▶ **What you are asked to do**
Every line below should be copied out exactly.

Segment Start: Records to process

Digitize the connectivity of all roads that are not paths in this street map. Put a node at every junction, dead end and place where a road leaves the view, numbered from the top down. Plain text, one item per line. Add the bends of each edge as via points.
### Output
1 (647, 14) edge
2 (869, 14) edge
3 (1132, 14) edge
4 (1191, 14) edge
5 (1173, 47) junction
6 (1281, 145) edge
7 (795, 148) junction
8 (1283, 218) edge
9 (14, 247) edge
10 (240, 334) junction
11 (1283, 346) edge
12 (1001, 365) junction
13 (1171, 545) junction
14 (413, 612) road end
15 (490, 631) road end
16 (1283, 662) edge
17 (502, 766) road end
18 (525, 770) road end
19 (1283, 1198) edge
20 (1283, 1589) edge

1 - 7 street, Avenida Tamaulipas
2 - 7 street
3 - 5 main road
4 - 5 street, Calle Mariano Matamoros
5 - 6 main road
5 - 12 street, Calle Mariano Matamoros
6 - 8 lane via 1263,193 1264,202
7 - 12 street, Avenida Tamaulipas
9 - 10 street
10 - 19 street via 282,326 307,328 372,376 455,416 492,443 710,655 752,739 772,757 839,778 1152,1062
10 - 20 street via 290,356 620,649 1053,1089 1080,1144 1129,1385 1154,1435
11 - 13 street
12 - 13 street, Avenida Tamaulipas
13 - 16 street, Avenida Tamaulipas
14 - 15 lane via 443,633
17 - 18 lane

Segment End: Records to process

▶ **Solution below**
Digitize the connectivity of all roads that are not paths in this street map. Put a node at every junction, dead end and place where a road leaves the view, numbered from the top down. Plain text, one item per line. Add the bends of each edge as via points.
### Output
1 (647, 14) edge
2 (869, 14) edge
3 (1132, 14) edge
4 (1191, 14) edge
5 (1173, 47) junction
6 (1281, 145) edge
7 (795, 148) junction
8 (1283, 218) edge
9 (14, 247) edge
10 (240, 334) junction
11 (1283, 346) edge
12 (1001, 365) junction
13 (1171, 545) junction
14 (413, 612) road end
15 (490, 631) road end
16 (1283, 662) edge
17 (502, 766) road end
18 (525, 770) road end
19 (1283, 1198) edge
20 (1283, 1589) edge

1 - 7 street, Avenida Tamaulipas
2 - 7 street
3 - 5 main road
4 - 5 street, Calle Mariano Matamoros
5 - 6 main road
5 - 12 street, Calle Mariano Matamoros
6 - 8 lane via 1263,193 1264,202
7 - 12 street, Avenida Tamaulipas
9 - 10 street
10 - 19 street via 282,326 307,328 372,376 455,416 492,443 710,655 752,739 772,757 839,778 1152,1062
10 - 20 street via 290,356 620,649 1053,1089 1080,1144 1129,1385 1154,1435
11 - 13 street
12 - 13 street, Avenida Tamaulipas
13 - 16 street, Avenida Tamaulipas
14 - 15 lane via 443,633
17 - 18 lane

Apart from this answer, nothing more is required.